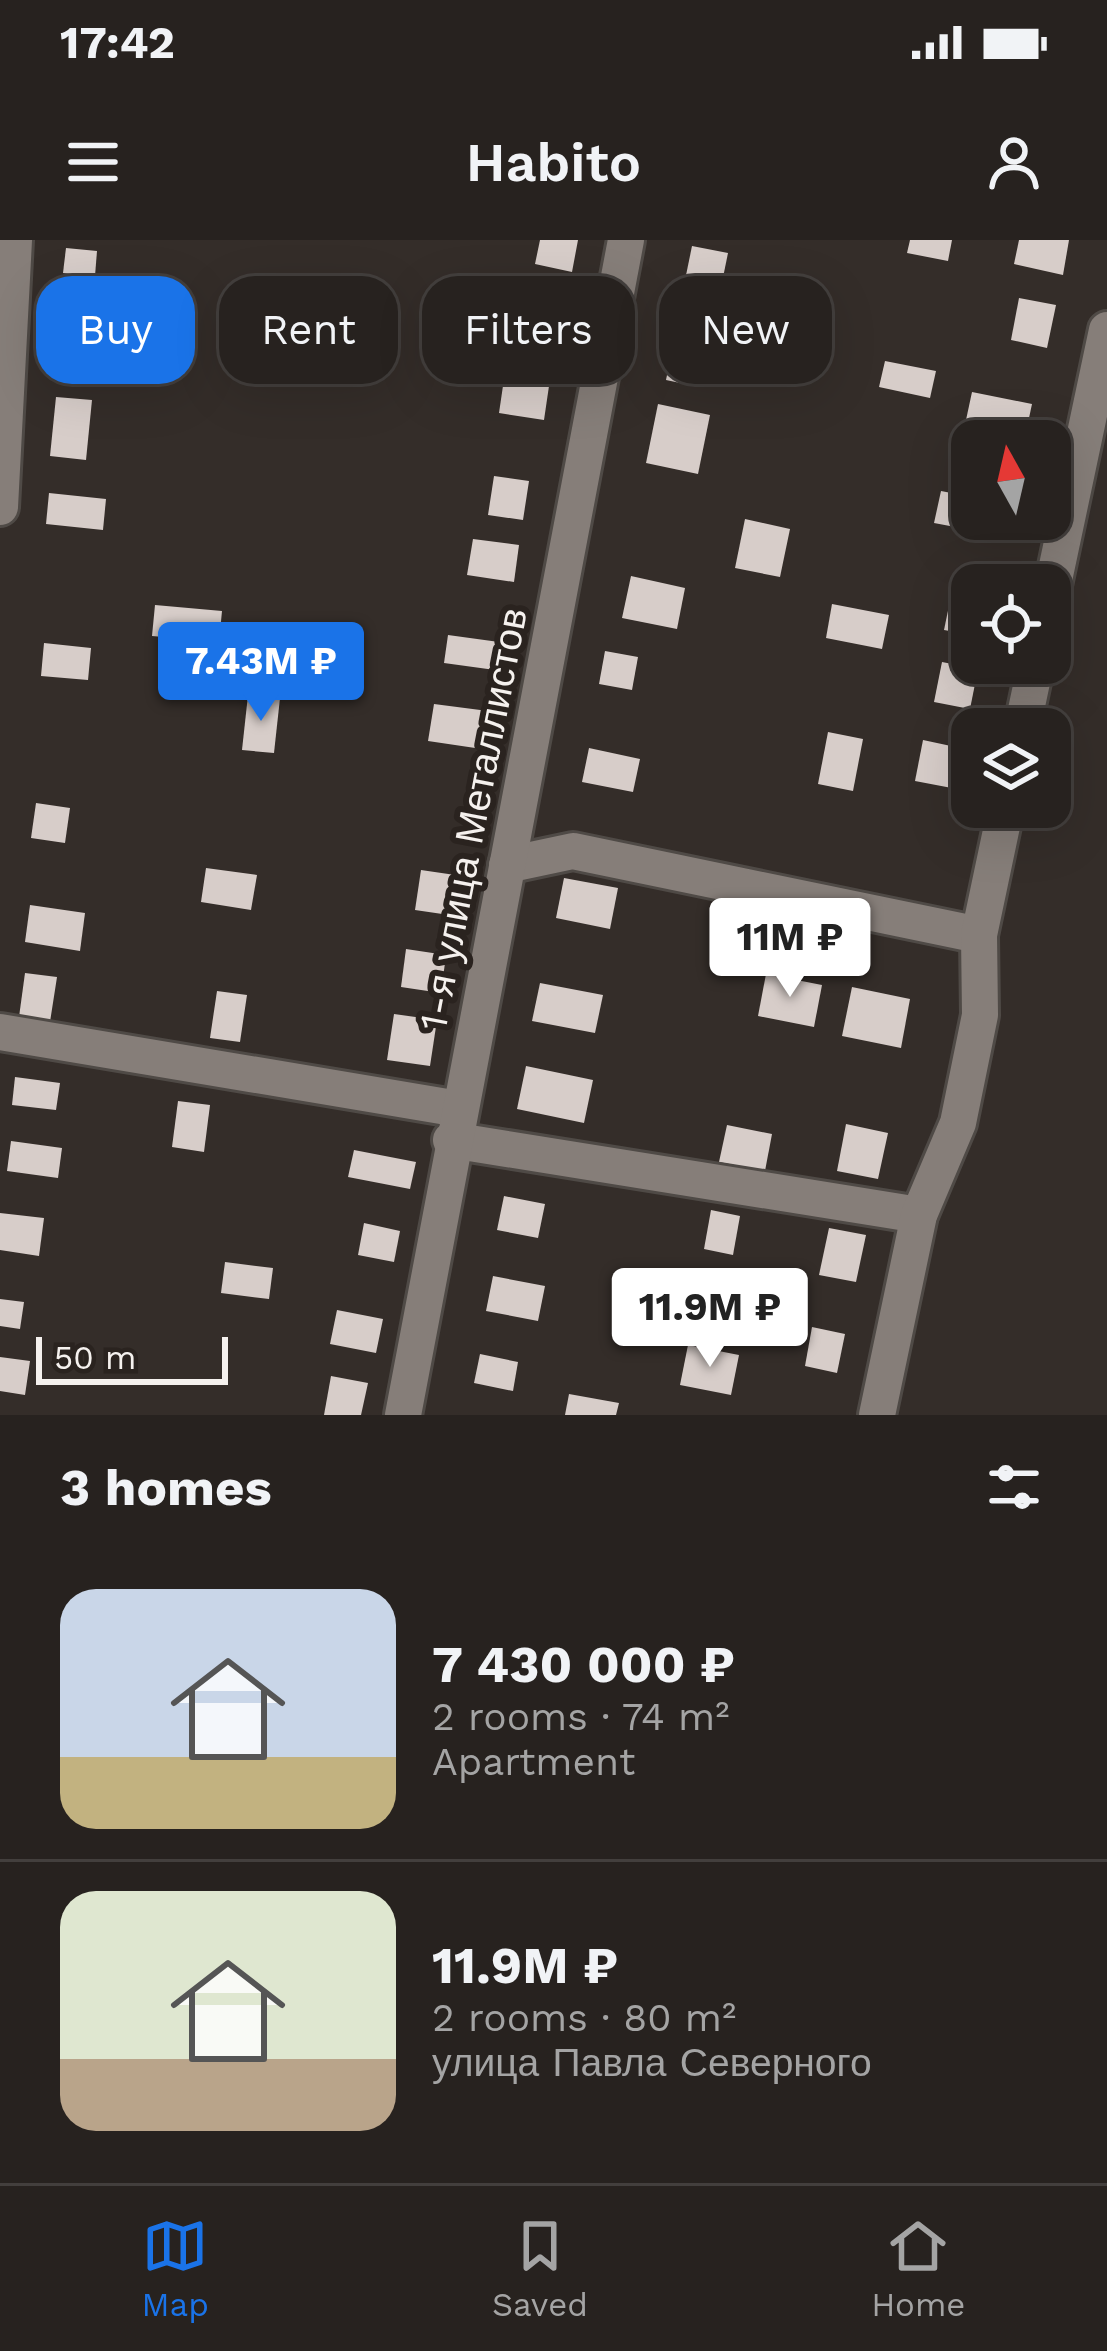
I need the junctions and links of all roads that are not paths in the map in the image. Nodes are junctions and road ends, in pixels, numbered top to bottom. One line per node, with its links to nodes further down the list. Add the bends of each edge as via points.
1 (14, 240): 4 (street)
2 (626, 240): 7 (street, 1-я улица Металлистов)
3 (1107, 330): 5 (street)
4 (0, 507)
5 (1057, 564)
6 (1002, 828): 8 (street)
7 (507, 865): 8 (street, via 572,851); 10 (street, 1-я улица Металлистов)
8 (979, 935): 11 (street, via 980,1015 958,1123)
9 (0, 1032): 10 (street)
10 (455, 1124): 11 (street); 12 (street, 1-я улица Металлистов)
11 (919, 1215): 13 (street)
12 (403, 1415)
13 (878, 1415)

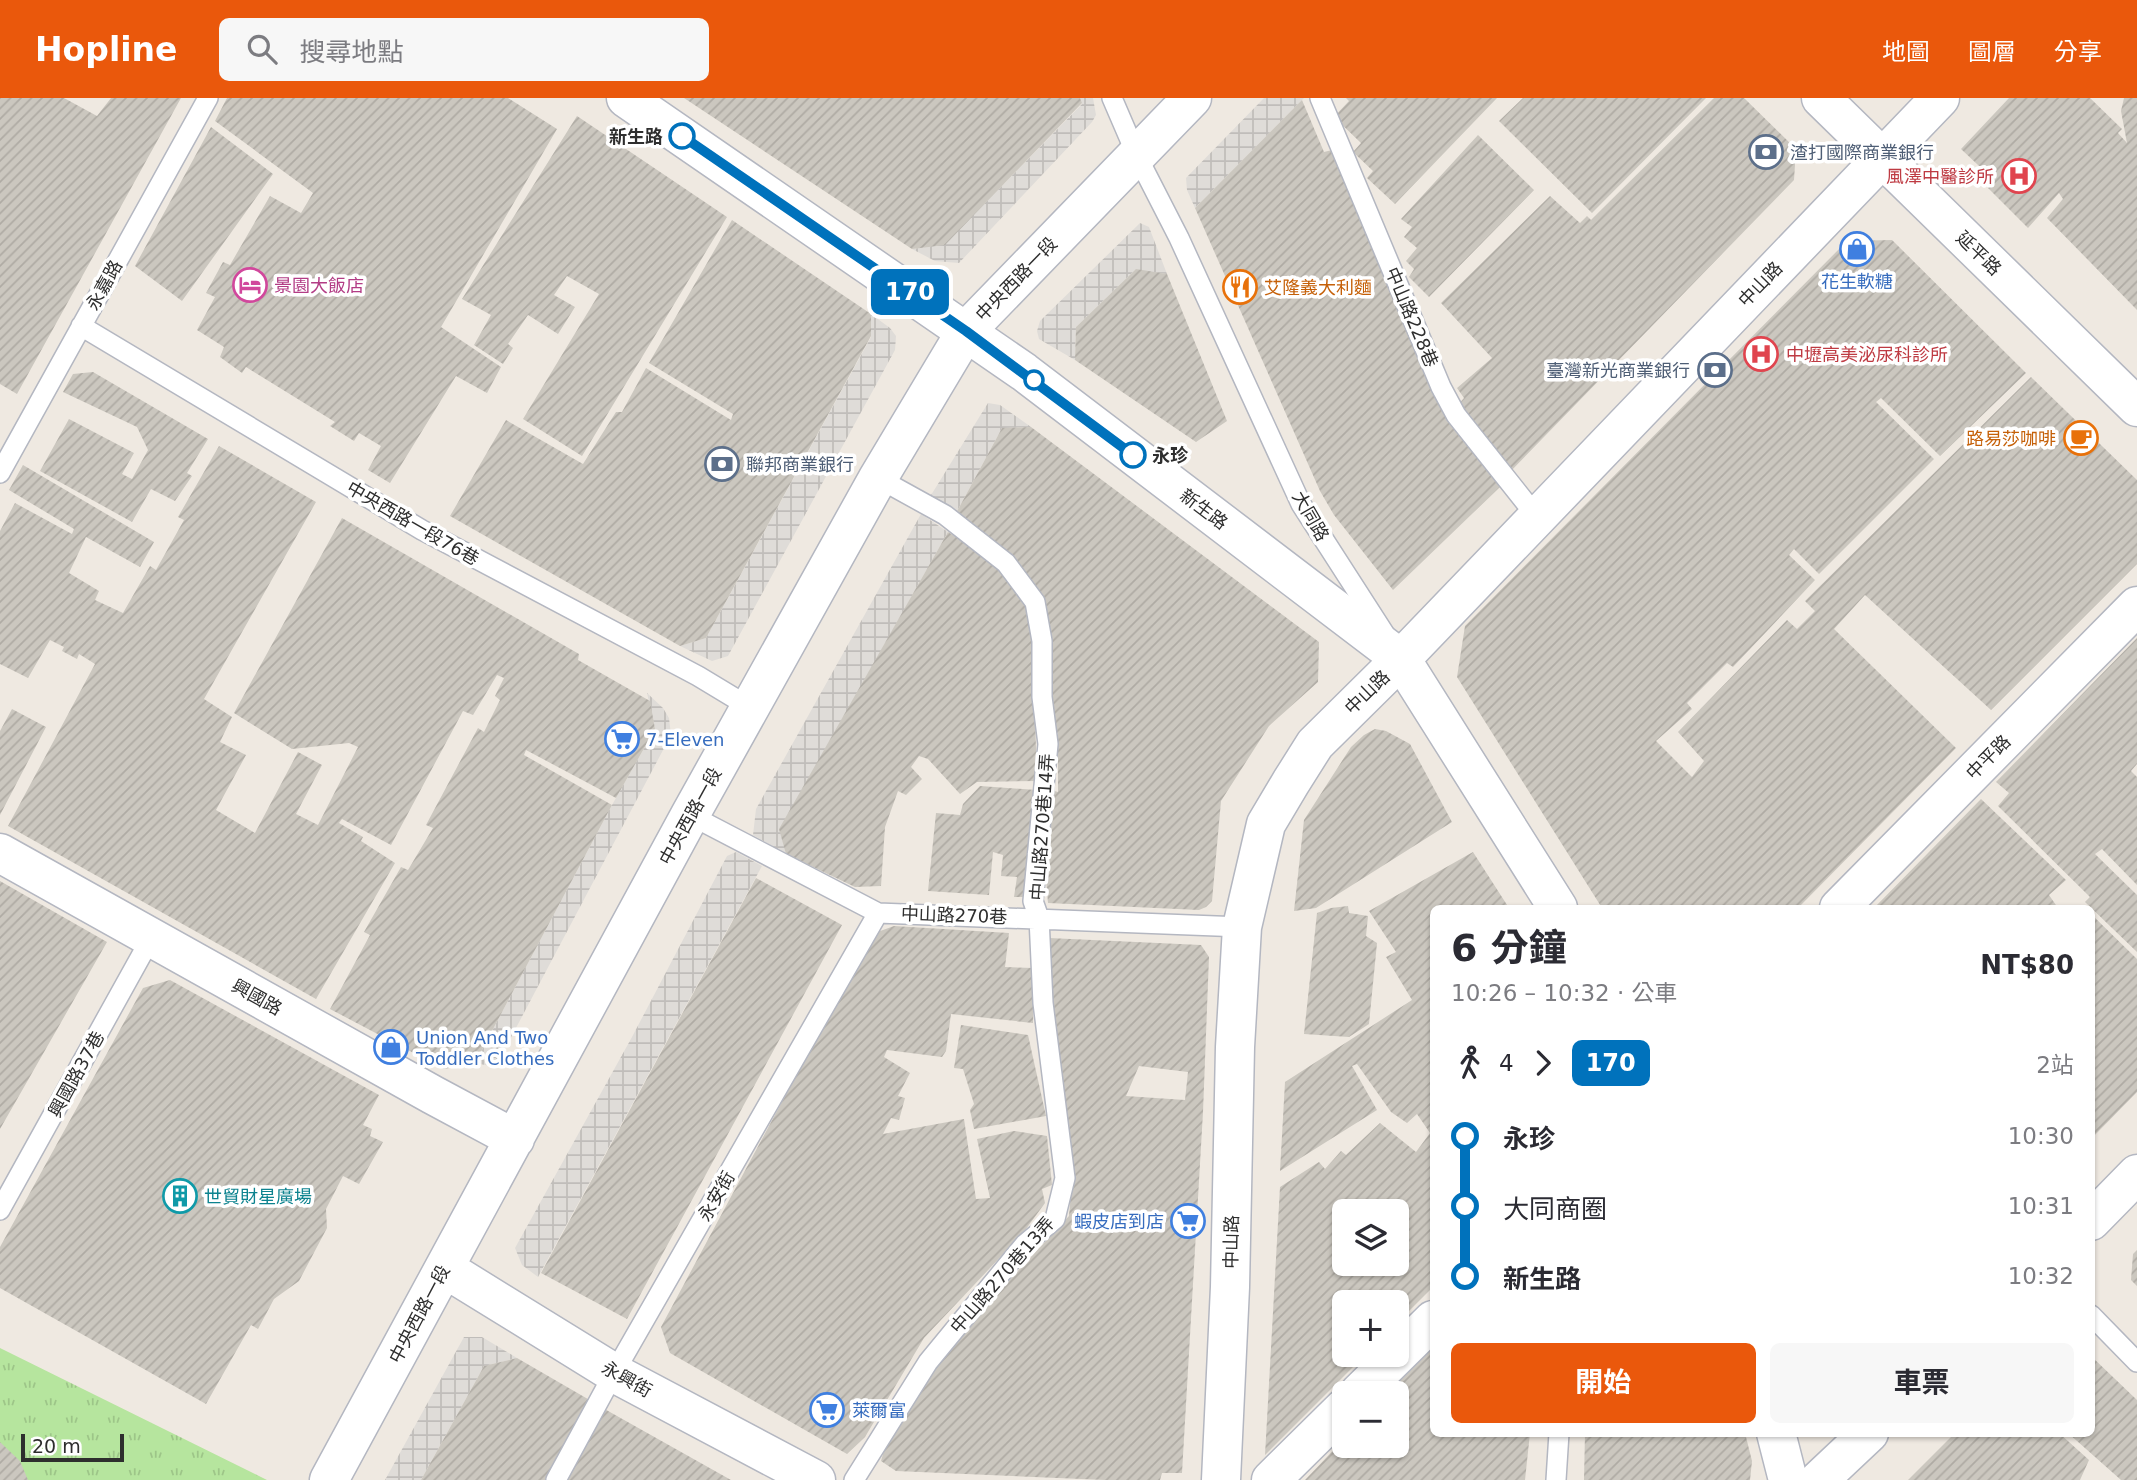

▶ **WORK INSTRUCTIONS**
The whole listing, minus its images, should be repeated exactly.

▶ **SOLUTION TO THE EXERCISE**
I need the junctions and links of all roads that are not paths in the map in the image. Nodes are junctions and road ends, in pixels, numbered top to bottom. One line per node, with its links to nodes further down the list. Add the bends of each edge as via points.
1 (14, 240): 4 (street)
2 (626, 240): 7 (street, 1-я улица Металлистов)
3 (1107, 330): 5 (street)
4 (0, 507)
5 (1057, 564)
6 (1002, 828): 8 (street)
7 (507, 865): 8 (street, via 572,851); 10 (street, 1-я улица Металлистов)
8 (979, 935): 11 (street, via 980,1015 958,1123)
9 (0, 1032): 10 (street)
10 (455, 1124): 11 (street); 12 (street, 1-я улица Металлистов)
11 (919, 1215): 13 (street)
12 (403, 1415)
13 (878, 1415)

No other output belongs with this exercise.